Those lines of the data that hold the word "edges" are to be copied out.

╭──

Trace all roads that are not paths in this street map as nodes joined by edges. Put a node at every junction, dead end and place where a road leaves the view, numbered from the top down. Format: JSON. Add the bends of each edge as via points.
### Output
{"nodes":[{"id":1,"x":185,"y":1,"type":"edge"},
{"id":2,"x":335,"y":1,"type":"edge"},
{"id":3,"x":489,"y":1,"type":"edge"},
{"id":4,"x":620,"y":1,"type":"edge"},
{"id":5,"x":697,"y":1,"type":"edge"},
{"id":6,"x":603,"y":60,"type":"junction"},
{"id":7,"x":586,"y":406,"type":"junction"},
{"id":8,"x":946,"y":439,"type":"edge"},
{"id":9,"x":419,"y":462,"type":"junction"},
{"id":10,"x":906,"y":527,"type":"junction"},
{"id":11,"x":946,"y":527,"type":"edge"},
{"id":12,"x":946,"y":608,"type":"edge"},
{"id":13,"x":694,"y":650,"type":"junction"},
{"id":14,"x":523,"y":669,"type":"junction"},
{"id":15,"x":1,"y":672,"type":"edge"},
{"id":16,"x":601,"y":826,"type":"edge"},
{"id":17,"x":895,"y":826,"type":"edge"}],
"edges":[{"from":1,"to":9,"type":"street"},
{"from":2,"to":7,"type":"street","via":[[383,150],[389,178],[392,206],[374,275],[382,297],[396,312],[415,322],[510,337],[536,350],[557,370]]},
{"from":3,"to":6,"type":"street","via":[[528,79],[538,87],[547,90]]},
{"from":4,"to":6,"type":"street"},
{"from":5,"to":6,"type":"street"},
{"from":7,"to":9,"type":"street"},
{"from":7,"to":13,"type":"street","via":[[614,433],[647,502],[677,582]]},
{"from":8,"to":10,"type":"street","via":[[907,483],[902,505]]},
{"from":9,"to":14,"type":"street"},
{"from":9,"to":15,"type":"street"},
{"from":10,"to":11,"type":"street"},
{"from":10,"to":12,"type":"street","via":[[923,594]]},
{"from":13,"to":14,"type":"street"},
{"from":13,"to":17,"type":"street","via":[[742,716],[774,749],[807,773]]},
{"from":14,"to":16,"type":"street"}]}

╰──

**Finished exercise:**
Trace all roads that are not paths in this street map as nodes joined by edges. Put a node at every junction, dead end and place where a road leaves the view, numbered from the top down. Format: JSON. Add the bends of each edge as via points.
"edges":[{"from":1,"to":9,"type":"street"},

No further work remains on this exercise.